To train the network, evolution strategies are used. In a few words, noise is added to the parameters of the neural network. Then, the net produces a given number of sequences to solve the given problem, which are scored according to the library provided for the BDAthlon. This score is then given back to the network to modifiy its parameters such that the score is increased.
The Python library Keras is used to create the neural net and evostra for the evolution strategies.
Note: reinforcement learning with deep neural nets could also have be used here. However, to run this kind of training algorithm there is a huge need of computational power, namely at least one GPU. Thus, evolution strategies seemed to be more suited to get to a broader audience. Moreover, evoution strategies have proven to be effective (cf link above).
The cleaner way to install the prerequisites is to create a conda virtual environment.
Firt, you can install conda by following the instructions here: https://docs.anaconda.com/anaconda/install/
Or update it if you already have it installed:
conda update conda
And then create a virtual env from the yml file:
conda env create -f environment.yml
You can now activate your virtual env:
source activate bda
To run the script to find the solution, you should:
- clone the library provided for the competition at the same level as this repo
- then cd into 2018-Gotteron-1/solution/
- run the following script with the arguments described below.
Arguments:
--path_json: path to the file you want to find the solution to.
--path_library: path to the library file (i.e. genetic_gate_library.json)
--name: name of your ran. Will be used to name the output file were the solution will be saved.
--n_epoch: the number of time the algorithm iterates.
note: the best score will be print in the terminal as well as put in the filename.
Here is an example:
python solve_problem_1.py --path_json '../../genetic_logic_synthesis/genetic_circuit_scoring/example/majority_mapping.json' --path_library '../../genetic_logic_synthesis/genetic_circuit_scoring/example/genetic_gate_library.json' --name majority --n_epoch 5
after 5 epochs for each circuit (training time of 5 minutes; more details below):
majority_netlist.json: ~0.91
multiplexer_netlist.json: ~0.99
rule_30_netlist.json: ~0.91
With 5 epochs, the algorithm should take approximately 5 minutes on a machine equivalent to a MacBook Pro (Retina, 13-inch, Early 2015) (Processor 2.7 GHz Intel Core i5, Memory 8 GB 1867 MHz DDR3).

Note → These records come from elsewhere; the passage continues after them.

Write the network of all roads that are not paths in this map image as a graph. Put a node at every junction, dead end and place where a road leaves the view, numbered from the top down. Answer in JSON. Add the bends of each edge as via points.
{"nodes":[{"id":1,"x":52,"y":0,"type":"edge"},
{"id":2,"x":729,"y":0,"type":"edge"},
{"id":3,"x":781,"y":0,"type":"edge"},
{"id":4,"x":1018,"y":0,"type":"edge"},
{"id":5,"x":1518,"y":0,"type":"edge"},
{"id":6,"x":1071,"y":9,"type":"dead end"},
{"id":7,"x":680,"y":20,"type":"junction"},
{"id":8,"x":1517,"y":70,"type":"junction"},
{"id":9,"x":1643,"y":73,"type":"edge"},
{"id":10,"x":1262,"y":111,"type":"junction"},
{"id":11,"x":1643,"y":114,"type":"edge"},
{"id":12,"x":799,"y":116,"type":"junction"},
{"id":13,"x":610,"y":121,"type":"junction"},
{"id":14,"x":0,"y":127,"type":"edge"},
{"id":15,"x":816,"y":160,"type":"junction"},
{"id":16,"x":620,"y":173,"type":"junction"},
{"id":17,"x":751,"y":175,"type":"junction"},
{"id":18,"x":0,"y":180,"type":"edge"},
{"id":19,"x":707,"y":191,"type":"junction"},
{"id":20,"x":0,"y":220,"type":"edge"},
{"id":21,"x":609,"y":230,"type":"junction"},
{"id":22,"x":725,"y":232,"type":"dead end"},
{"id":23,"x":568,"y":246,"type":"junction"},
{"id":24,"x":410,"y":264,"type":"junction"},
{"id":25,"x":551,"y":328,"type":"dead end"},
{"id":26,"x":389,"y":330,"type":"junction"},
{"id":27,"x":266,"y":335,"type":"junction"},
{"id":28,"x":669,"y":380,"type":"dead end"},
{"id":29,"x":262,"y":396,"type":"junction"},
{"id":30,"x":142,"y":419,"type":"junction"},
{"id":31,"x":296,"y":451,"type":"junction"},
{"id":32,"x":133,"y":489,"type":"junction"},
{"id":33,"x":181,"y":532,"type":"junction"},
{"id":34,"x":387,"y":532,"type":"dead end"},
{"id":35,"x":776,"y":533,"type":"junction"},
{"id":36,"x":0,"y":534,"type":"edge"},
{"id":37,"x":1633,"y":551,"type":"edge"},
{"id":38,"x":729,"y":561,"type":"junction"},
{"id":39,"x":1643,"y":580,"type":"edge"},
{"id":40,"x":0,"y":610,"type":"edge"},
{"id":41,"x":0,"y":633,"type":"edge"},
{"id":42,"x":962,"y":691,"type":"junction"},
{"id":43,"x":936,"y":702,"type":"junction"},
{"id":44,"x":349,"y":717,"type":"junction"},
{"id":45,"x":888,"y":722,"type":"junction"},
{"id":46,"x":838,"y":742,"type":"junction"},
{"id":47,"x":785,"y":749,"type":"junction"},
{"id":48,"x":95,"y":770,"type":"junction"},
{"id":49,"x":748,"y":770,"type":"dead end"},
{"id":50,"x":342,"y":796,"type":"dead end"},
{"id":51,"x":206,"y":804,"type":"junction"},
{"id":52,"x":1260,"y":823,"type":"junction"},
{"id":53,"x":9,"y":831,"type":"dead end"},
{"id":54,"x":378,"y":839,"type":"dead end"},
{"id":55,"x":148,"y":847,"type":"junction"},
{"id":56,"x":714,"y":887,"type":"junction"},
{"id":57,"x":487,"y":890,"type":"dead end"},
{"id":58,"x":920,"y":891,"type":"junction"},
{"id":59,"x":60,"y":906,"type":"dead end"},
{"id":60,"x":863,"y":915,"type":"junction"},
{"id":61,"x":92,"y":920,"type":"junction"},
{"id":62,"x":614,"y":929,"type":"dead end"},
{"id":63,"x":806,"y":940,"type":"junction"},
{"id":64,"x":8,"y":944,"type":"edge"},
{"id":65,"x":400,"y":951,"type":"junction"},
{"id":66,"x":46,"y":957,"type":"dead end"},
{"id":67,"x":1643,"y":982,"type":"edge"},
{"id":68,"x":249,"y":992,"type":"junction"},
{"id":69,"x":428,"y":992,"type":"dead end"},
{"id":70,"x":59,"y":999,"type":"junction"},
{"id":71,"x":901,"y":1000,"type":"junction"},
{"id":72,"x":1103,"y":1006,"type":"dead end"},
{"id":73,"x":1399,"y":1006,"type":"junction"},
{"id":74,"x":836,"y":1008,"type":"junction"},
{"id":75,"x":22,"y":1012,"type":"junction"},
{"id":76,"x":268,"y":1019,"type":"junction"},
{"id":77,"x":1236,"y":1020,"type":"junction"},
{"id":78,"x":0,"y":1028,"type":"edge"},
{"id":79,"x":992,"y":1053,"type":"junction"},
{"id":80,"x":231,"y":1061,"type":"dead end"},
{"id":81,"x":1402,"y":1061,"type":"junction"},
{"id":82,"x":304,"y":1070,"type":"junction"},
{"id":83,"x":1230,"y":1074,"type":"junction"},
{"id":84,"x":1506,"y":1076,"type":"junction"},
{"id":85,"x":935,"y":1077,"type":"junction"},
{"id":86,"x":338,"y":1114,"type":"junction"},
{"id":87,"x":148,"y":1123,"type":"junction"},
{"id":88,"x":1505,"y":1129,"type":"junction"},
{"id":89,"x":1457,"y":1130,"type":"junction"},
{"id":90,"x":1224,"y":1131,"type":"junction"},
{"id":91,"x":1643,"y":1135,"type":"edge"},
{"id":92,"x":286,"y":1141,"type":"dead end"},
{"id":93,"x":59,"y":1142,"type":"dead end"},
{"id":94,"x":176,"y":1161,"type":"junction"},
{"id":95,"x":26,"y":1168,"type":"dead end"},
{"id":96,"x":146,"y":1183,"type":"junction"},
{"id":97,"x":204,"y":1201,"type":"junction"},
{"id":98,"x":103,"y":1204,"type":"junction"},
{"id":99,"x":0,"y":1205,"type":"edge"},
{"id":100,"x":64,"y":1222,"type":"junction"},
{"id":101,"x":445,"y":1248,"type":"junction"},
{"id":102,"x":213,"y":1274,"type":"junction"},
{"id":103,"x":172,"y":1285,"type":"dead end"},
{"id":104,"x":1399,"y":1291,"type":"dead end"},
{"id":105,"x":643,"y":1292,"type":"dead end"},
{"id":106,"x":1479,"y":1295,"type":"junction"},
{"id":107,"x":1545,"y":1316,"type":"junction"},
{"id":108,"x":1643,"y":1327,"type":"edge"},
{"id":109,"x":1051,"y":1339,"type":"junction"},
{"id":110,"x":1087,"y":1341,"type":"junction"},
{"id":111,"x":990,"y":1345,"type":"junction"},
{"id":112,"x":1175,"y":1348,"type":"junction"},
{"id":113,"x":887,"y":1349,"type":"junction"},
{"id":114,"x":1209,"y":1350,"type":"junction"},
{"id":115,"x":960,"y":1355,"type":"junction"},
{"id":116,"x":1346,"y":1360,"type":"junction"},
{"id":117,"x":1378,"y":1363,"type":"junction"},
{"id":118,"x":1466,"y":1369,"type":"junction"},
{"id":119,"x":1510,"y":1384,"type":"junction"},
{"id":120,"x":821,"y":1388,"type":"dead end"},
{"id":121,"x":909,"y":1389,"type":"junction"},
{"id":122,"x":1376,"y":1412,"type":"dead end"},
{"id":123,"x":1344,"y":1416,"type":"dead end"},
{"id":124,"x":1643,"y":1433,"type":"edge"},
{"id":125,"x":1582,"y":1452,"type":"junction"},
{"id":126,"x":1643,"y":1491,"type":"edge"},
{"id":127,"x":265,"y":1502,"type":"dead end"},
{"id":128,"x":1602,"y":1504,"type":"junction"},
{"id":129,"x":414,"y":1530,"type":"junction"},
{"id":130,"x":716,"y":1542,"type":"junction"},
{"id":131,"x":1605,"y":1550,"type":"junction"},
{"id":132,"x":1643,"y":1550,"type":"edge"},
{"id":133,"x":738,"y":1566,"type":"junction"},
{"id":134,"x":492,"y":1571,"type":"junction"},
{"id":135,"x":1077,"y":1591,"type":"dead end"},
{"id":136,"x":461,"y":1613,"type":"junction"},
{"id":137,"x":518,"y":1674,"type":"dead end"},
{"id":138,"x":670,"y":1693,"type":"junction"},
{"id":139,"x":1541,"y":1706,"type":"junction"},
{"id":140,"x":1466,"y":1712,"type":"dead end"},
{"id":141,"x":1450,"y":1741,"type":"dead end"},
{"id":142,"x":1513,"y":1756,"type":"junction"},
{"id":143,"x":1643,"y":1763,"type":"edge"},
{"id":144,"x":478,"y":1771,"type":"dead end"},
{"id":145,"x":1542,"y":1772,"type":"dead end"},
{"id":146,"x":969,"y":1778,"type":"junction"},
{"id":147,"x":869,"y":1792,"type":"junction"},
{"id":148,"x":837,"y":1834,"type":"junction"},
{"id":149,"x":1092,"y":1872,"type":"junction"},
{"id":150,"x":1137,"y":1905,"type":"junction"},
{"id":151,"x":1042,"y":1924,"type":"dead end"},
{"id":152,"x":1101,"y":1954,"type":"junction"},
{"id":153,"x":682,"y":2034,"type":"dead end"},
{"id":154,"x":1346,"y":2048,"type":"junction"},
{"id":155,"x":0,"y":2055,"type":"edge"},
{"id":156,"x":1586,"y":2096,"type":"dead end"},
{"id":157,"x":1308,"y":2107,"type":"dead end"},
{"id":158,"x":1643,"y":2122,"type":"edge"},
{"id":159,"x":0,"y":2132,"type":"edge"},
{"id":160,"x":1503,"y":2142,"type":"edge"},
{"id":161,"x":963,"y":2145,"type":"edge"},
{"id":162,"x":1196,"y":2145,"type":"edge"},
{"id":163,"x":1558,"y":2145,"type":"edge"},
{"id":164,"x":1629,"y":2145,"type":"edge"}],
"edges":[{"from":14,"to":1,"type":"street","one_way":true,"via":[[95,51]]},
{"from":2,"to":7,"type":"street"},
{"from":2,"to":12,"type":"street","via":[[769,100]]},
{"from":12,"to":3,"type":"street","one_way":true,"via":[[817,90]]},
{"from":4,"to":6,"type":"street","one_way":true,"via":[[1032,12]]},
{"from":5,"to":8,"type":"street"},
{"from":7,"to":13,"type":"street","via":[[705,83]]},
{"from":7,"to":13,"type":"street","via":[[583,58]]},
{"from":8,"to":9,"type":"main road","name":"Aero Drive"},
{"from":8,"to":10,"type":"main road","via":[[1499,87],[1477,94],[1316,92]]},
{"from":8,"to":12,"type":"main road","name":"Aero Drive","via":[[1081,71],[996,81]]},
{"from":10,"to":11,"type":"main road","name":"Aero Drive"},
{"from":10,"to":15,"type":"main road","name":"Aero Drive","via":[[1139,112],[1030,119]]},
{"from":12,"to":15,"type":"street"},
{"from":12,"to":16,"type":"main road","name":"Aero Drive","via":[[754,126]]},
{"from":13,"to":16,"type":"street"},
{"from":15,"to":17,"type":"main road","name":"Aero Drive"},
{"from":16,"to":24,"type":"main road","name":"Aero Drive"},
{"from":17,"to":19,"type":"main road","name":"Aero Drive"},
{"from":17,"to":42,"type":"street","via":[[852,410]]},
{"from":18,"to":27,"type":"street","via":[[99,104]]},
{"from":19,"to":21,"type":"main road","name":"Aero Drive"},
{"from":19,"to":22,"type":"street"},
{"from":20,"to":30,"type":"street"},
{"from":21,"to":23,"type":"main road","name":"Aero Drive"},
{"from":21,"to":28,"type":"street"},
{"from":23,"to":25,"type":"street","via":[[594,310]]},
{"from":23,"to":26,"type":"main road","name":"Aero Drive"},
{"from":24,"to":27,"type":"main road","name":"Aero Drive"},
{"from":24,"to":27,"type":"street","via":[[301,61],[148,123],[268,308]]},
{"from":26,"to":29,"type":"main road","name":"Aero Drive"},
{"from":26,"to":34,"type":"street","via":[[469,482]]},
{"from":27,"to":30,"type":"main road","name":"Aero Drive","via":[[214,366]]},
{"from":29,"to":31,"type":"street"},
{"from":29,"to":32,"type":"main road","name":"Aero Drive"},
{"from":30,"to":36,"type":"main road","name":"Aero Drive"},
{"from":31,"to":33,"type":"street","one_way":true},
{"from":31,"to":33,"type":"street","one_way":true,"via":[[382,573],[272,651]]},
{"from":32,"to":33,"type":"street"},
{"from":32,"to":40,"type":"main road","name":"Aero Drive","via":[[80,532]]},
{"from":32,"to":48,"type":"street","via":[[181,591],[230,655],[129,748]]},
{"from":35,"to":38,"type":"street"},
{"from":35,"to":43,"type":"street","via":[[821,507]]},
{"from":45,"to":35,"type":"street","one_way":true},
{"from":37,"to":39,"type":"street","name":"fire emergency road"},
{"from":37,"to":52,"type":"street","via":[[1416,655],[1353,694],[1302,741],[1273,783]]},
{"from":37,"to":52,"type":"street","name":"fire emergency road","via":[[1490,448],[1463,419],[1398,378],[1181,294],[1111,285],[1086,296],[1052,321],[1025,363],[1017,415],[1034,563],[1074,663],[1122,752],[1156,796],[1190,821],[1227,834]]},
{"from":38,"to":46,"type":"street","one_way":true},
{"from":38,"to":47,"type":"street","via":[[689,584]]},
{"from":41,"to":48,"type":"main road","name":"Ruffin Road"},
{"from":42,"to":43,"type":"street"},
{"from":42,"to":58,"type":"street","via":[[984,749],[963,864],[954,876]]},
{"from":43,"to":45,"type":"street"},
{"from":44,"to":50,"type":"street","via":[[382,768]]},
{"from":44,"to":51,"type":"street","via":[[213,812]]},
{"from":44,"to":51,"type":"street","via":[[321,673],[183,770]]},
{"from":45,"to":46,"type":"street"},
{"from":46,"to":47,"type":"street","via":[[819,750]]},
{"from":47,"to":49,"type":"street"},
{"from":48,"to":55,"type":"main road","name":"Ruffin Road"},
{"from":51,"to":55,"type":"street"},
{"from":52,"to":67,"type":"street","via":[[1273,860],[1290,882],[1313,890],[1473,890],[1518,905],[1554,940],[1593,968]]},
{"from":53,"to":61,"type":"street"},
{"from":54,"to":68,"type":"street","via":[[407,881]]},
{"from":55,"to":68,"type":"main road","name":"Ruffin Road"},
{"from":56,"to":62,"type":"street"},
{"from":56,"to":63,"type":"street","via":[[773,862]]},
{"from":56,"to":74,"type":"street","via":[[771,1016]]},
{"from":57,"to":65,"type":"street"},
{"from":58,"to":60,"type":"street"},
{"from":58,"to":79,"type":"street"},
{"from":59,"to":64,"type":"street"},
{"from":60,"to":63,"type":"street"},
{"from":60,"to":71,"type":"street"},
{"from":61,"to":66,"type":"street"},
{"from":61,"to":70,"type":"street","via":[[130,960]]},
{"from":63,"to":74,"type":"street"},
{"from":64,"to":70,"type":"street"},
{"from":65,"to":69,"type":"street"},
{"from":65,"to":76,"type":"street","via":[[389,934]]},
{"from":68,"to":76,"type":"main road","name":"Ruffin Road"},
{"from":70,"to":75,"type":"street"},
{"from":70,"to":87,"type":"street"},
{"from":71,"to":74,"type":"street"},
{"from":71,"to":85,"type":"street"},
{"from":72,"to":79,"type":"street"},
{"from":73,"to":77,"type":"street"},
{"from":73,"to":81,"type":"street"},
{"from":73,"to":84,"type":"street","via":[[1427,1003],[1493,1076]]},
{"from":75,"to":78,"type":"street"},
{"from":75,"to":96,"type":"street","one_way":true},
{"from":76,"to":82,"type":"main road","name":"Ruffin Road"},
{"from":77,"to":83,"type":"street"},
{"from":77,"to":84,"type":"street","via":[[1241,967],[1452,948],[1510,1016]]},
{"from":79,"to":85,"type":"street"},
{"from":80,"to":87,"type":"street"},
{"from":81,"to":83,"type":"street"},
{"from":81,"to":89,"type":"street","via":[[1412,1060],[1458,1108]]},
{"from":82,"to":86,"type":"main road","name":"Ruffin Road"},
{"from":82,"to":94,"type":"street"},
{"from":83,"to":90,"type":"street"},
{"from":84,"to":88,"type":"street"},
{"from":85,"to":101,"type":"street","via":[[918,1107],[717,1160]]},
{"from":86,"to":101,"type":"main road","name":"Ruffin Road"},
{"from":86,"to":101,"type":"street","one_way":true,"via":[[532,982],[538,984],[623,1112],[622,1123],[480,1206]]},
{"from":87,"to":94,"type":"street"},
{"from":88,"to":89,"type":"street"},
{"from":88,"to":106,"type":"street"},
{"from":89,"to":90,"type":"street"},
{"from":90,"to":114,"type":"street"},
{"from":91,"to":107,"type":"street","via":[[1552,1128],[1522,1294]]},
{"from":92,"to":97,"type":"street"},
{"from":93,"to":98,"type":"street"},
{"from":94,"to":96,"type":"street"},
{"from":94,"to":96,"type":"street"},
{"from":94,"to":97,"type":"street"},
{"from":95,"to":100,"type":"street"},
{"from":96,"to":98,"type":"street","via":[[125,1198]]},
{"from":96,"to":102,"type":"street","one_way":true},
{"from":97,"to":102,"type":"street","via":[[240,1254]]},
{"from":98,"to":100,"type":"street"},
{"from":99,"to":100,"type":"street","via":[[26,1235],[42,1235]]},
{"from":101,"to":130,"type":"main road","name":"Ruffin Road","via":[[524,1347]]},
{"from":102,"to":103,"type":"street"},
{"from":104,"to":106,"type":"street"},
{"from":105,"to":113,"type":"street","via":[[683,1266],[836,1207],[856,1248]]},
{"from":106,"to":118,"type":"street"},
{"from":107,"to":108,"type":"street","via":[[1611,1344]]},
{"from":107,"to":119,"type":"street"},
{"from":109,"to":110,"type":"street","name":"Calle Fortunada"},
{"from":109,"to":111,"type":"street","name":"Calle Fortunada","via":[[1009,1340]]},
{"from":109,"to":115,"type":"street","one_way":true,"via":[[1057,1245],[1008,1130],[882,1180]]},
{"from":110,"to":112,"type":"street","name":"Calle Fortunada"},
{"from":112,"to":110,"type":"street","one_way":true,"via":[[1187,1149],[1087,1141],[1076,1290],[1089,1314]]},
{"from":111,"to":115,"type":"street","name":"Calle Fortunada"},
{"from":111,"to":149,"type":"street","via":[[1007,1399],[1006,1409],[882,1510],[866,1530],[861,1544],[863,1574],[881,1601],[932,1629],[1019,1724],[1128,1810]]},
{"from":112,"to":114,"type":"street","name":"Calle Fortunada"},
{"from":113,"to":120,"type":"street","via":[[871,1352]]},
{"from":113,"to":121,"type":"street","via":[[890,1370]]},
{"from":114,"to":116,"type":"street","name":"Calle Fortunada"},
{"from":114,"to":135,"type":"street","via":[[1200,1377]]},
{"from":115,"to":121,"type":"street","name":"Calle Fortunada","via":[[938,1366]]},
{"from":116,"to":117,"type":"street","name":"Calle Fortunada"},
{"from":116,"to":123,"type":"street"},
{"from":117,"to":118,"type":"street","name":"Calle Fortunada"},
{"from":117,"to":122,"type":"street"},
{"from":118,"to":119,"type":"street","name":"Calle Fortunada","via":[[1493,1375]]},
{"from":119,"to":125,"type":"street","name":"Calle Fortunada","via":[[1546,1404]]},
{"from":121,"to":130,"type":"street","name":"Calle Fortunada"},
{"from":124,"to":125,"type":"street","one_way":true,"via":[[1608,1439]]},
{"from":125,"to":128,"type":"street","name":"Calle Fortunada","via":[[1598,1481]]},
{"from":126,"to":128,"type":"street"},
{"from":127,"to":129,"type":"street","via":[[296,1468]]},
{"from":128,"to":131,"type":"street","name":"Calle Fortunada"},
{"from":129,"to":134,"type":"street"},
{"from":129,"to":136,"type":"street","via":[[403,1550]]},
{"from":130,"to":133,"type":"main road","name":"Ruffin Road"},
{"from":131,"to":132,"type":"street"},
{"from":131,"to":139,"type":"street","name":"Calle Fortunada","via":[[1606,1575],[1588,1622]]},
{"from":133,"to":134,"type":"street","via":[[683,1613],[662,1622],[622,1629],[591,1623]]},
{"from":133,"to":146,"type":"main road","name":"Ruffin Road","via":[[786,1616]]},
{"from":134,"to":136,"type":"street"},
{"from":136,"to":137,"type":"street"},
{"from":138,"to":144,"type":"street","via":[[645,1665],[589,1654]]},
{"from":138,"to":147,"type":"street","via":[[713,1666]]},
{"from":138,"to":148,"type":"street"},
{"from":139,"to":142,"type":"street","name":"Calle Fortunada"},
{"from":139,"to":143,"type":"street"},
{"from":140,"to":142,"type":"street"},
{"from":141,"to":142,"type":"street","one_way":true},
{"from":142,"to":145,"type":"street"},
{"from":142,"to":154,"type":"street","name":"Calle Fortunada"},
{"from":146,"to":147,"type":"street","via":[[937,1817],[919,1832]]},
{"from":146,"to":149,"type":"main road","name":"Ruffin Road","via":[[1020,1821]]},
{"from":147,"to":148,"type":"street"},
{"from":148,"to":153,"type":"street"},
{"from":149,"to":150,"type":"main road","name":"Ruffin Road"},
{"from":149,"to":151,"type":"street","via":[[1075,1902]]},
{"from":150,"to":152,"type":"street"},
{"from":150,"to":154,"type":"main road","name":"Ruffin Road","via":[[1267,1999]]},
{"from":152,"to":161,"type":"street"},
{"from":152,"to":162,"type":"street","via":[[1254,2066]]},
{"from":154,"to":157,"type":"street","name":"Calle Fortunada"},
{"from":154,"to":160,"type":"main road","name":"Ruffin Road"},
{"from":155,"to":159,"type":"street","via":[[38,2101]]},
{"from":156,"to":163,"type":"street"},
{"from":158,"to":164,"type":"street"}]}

However, if you want/have the time to run the algorithm longer, you can increase the number of epochs.
Also, note that the time is displayed at the end of the script run. Moreover, the results are sotchastic. So, the solutions files with their corresponding score are just an example of results found after one run of 5 epochs for each circuits (dictionnary for reported results are saved in solution/).
It would be very interesting to explore the use of transfer learning. Indeed, we can imagine that the features learned to solve a given circuit will be usefull to solve another circuit. Thus, this would potentially increased the results as well as diminishing the training time.